L'écrivain Régis Jauffret, devant les Editions du Seuil à Paris, le 9 janvier 2012. — AFP

Pendant plus de 400 pages, le président d’une institution financière internationale, toujours désigné par «Il» est accusé de viol par une femme de chambre, Nafissatou Diallo.

Pour son roman La Ballade de Rikers Island sorti en 2014, Régis Jauffret a été condamné ce jeudi pour diffamation par le tribunal correctionnel de Paris. Il écope d’une amende de 1.500 euros avec sursis, ainsi qu'à 10.000 euros de dommages et intérêts au titre du préjudice moral. La justice a aussi interdit toute nouvelle édition du roman comportant les passages jugés diffamatoires.

Un livre inspiré de l'affaire Sofitel 

Dominique Strauss-Kahn, ancien patron du Fonds monétaire international (FMI), avait saisi la justice à la sortie du livre, inspiré de l’affaire Sofitel. Nafissatou Diallo, femme de chambre dans cette chaîne d'hôtel à New-York, avait porté plainte contre l’ancien ministre pour viol, en mai 2011.

Après plus de deux ans de procédure, l’affaire s’était soldée par une transaction financière, dont le montant est resté confidentiel.
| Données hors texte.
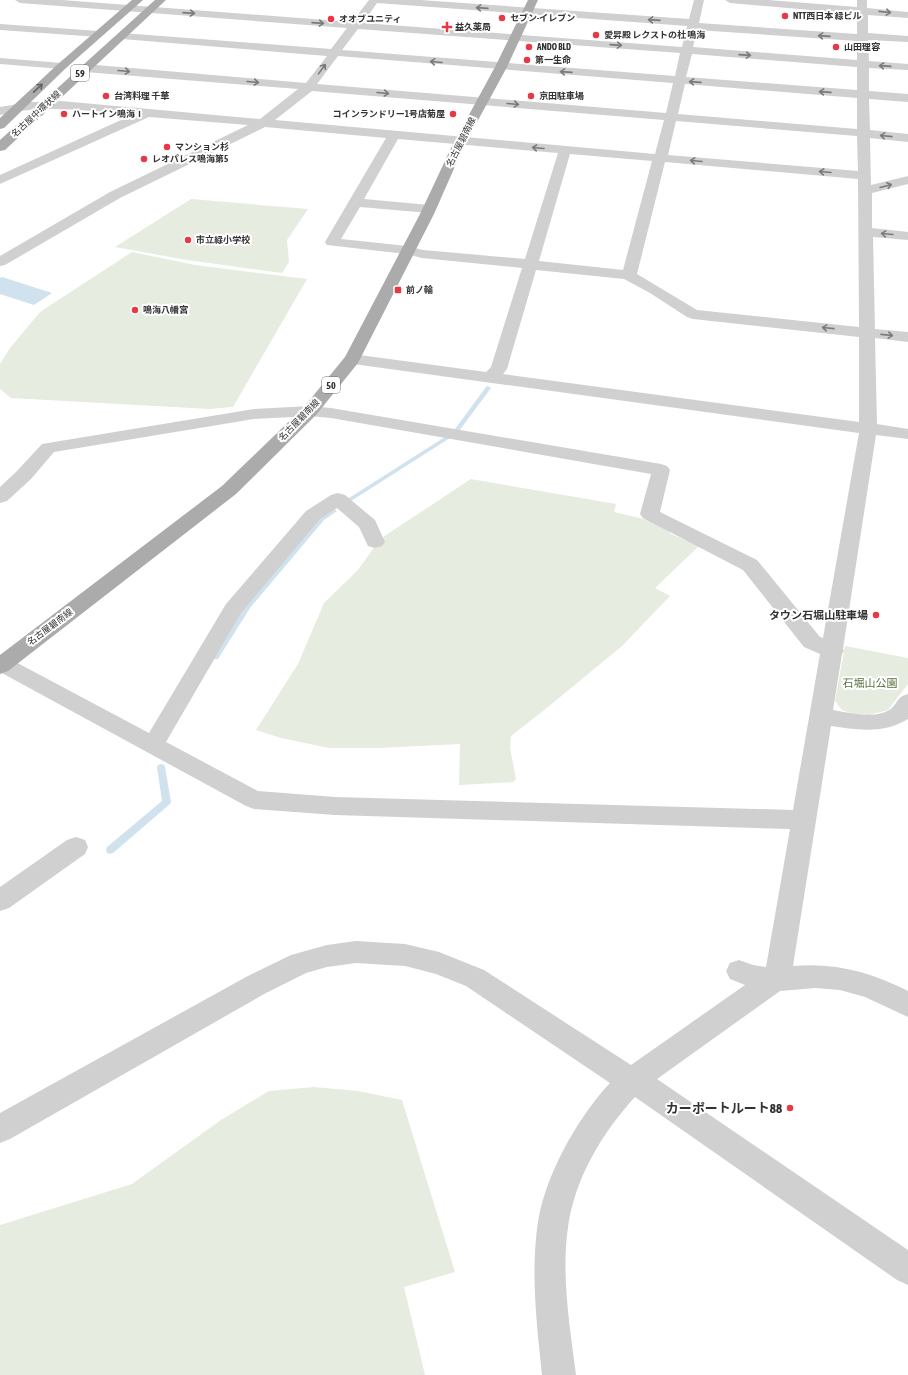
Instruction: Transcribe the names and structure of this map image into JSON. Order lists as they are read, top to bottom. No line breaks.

Mais, selon le plaignant, le livre contredisait la procédure américaine, qui a abandonné toute poursuite contre lui. Henri Leclerc, avocat de DSK, avait dénoncé une « diffamation effroyable » lors de l’audience en mars. « Ce livre décrit un viol, à l'indicatif. Le lecteur croit lire enfin le récit de ce qui s'est passé dans la suite 2806 du Sofitel », avait-il affirmé.

Régis Jauffret plaide la « création littéraire »

Les avocats de Régis Jauffret et de la maison d’édition Seuil ont pour leur part plaidé la liberté totale de la « création littéraire », avec la liberté de « mentir, d’inventer ». Ils avançaient que DSK « ne s’appartient plus », « le monde entier a déjà commenté cette affaire ». Insuffisant pour convaincre le tribunal. Celui-ci a estimé que « s'abriter sous la qualification expresse de « roman » ne permettait pas d'« échapper à toute condamnation ».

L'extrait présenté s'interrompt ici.